In 1835, Hoshour and his family moved to Centerville, Indiana. He tried his hand at farming, but found it “incompatible with his feelings and tastes,” and went back to school teaching to support his family. He was so successful that he was placed at the head of the Wayne County Seminary, where he taught for four years. Concurrently (from 1838 to 1841), Hoshour served on the Board of Trustees at IU.
In 1839, IU conferred Hoshour with the honorary degree of Master of Arts. That same autumn, he became principal of Cambridge City Seminary, a position he held for seven years. Also during that time, he helped encourage Lewis Wallace in literary pursuits, which Wallace would later remember as pivotal in encouraging him to write his wildly successful novel, Ben-Hur.
In 1846, Hoshour cut back his duties for his family’s sake and traveled to various institutions and Indiana towns to teach the German language. By 1852, he was able to purchase a small farm and invest in the railroad. The same railroad company then forced him to move his home, as the Richmond and Indianapolis Railroad had to pass through Cambridge City, where his land was located.
In 1858, Hoshour became the second president of North-Western Christian University (now Butler University), only three years after it opened. He would remain there for the next 17 years, including three years as president and several years as Chair of Modern Languages. In 1862, he was the State Superintendent of Public Instruction.

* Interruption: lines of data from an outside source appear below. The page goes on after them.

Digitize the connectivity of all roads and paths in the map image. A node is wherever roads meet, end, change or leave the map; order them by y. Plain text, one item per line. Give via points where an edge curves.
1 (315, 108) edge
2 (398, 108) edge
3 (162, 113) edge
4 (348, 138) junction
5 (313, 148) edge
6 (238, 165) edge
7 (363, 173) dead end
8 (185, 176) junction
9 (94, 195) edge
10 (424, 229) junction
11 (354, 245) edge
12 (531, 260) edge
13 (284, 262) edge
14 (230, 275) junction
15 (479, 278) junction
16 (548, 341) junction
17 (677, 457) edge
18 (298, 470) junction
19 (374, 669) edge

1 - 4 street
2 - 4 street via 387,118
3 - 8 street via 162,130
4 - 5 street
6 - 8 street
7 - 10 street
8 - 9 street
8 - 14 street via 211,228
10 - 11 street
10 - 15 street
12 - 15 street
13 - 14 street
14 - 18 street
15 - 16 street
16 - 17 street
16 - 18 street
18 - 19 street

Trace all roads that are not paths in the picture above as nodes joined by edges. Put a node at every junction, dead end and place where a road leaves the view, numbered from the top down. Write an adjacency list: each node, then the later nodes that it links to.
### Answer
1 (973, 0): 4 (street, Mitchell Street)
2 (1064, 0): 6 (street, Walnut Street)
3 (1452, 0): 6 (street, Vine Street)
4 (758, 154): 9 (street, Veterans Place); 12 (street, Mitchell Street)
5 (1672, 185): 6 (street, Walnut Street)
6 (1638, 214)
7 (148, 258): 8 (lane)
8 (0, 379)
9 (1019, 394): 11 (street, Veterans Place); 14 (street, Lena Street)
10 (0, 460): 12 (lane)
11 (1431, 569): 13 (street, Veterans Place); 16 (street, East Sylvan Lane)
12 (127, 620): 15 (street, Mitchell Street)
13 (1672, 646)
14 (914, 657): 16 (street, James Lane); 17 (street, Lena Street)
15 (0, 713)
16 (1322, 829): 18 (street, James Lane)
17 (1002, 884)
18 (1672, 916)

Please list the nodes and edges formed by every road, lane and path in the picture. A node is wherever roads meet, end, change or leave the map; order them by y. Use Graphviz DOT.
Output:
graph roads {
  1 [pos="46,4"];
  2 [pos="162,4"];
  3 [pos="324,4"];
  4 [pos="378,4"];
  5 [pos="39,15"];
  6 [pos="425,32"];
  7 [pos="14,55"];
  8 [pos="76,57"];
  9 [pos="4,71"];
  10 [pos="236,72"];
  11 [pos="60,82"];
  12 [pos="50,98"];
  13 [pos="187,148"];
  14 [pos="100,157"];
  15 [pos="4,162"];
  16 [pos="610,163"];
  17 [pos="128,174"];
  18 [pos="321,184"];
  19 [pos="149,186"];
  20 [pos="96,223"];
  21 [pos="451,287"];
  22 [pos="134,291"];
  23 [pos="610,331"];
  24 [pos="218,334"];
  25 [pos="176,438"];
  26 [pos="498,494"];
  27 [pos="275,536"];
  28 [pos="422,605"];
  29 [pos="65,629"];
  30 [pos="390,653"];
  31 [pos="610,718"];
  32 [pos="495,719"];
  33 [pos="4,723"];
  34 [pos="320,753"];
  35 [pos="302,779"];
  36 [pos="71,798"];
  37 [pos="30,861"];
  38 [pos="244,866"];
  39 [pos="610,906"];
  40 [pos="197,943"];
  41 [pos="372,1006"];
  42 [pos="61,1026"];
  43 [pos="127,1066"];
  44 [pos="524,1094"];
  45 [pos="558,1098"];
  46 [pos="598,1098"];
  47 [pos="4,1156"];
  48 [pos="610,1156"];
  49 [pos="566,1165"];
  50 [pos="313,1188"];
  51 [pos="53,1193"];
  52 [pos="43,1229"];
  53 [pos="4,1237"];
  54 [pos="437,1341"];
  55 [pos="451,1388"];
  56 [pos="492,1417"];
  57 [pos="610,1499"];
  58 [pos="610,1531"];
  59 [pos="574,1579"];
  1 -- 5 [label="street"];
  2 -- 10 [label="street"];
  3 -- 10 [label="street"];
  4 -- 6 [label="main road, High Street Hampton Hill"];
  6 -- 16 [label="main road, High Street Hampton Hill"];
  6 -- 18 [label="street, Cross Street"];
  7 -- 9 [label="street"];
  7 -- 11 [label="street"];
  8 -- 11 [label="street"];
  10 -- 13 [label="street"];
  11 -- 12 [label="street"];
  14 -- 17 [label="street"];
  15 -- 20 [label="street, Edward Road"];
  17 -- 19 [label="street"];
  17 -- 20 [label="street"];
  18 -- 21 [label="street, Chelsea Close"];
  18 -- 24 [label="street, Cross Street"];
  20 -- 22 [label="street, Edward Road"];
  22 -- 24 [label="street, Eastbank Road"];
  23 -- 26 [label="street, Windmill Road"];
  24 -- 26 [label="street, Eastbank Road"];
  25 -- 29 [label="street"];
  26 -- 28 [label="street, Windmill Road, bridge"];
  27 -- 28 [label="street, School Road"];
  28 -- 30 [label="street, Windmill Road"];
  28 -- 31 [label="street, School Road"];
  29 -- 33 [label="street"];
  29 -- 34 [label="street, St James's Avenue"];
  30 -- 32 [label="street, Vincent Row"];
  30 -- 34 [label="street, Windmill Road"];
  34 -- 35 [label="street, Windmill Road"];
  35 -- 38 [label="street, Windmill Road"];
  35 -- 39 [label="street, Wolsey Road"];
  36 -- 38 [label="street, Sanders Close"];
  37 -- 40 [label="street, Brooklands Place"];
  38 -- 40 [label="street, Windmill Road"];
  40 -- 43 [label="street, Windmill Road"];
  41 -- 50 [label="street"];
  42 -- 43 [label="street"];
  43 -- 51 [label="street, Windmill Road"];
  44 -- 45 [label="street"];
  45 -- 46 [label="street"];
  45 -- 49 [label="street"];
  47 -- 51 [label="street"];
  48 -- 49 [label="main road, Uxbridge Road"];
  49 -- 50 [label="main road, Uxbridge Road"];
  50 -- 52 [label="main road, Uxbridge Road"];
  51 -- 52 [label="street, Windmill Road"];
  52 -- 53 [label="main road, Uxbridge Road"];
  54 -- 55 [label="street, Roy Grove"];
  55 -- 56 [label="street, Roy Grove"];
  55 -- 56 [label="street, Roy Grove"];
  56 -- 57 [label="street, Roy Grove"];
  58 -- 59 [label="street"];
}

In 1826, Hoshour married Lucinda Savage of Virginia. He and Lucinda had Samuel H. (namesake son born 1830), Emma (born 1834), and Phil (born 1837). They went on to have three more daughters: Serena (born 1839), Eleanor (born 1841), and Mary (born 1844). Hoshour died in 1883 followed by his wife in 1887.
Hoshour’s nonfiction writing was popular during his lifetime. One such work was The Altisonant Letters, which described the meaning of unusual words of the English language.